TASK DETAILS: All lines holding the word "dead" are to be copied from the records beneath.

Collected data:
=== Begin Enclosure ===

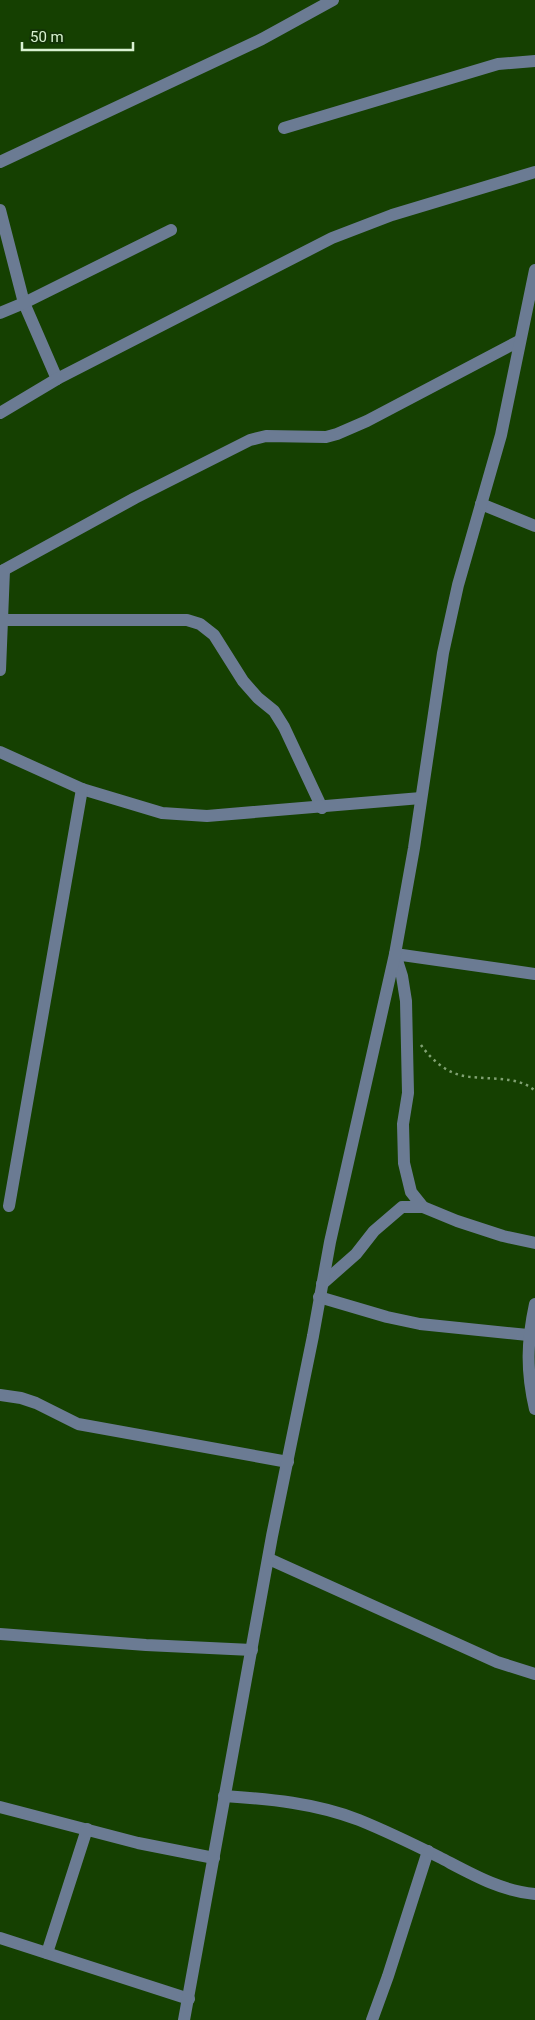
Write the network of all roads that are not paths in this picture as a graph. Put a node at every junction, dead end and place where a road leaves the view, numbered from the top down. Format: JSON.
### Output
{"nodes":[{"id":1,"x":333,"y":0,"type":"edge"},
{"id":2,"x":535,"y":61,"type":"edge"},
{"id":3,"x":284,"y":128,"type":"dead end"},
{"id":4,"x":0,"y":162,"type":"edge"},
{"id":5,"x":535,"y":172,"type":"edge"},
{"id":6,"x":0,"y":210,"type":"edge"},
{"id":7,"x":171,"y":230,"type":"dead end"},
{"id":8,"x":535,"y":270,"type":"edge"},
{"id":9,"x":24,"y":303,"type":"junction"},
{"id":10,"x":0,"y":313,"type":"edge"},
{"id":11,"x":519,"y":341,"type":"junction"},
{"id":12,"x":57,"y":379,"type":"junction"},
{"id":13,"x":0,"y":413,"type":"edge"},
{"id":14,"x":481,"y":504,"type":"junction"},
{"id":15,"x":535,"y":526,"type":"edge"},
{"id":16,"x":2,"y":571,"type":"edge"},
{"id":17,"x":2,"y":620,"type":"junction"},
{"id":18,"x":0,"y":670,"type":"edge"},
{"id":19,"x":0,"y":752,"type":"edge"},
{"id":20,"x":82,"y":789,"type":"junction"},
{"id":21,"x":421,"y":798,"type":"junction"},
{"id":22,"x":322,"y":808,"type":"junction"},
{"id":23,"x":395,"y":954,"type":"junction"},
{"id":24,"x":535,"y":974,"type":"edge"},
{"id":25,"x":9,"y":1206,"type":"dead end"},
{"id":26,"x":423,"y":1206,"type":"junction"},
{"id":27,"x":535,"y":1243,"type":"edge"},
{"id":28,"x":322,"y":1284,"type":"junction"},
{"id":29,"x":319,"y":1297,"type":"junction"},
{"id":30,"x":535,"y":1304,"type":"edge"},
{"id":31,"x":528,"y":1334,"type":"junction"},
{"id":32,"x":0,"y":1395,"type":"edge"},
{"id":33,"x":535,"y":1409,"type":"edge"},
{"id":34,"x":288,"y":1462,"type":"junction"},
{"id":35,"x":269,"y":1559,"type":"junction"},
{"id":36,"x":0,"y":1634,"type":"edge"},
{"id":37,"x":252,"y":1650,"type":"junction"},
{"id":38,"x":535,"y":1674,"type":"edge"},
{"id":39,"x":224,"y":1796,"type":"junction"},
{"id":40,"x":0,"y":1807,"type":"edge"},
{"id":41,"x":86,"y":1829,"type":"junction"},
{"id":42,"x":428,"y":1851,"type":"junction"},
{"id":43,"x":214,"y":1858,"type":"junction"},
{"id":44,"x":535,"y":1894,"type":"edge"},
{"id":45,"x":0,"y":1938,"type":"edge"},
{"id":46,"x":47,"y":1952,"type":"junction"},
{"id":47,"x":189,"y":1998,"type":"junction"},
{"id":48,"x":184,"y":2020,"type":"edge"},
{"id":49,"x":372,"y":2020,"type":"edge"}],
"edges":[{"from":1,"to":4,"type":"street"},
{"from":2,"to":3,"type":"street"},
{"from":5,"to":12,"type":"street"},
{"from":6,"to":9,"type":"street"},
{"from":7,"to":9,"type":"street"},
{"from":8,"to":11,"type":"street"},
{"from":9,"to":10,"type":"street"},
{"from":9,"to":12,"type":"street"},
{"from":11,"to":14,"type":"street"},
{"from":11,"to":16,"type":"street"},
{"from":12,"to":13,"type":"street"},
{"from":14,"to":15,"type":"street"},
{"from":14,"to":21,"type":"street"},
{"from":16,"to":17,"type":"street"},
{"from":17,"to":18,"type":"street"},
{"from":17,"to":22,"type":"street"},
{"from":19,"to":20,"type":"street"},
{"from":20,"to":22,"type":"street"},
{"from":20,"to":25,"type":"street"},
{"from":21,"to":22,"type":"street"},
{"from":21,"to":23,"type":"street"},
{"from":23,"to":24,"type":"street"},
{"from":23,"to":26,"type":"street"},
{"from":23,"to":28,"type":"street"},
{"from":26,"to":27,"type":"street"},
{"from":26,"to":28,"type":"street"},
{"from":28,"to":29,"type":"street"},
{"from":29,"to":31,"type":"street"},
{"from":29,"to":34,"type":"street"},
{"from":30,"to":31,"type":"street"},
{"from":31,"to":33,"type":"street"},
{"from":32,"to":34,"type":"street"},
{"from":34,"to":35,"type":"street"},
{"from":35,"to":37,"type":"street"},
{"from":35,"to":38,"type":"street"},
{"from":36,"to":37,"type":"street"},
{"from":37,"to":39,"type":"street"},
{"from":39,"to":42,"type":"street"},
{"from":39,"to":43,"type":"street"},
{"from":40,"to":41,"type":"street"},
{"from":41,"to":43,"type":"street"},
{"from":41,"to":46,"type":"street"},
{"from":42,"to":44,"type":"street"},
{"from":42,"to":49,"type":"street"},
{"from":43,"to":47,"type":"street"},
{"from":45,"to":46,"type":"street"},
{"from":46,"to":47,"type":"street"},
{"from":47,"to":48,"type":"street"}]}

=== End Enclosure ===

ANSWER SPACE:
Write the network of all roads that are not paths in this picture as a graph. Put a node at every junction, dead end and place where a road leaves the view, numbered from the top down. Format: JSON.
{"id":3,"x":284,"y":128,"type":"dead end"},
{"id":7,"x":171,"y":230,"type":"dead end"},
{"id":25,"x":9,"y":1206,"type":"dead end"},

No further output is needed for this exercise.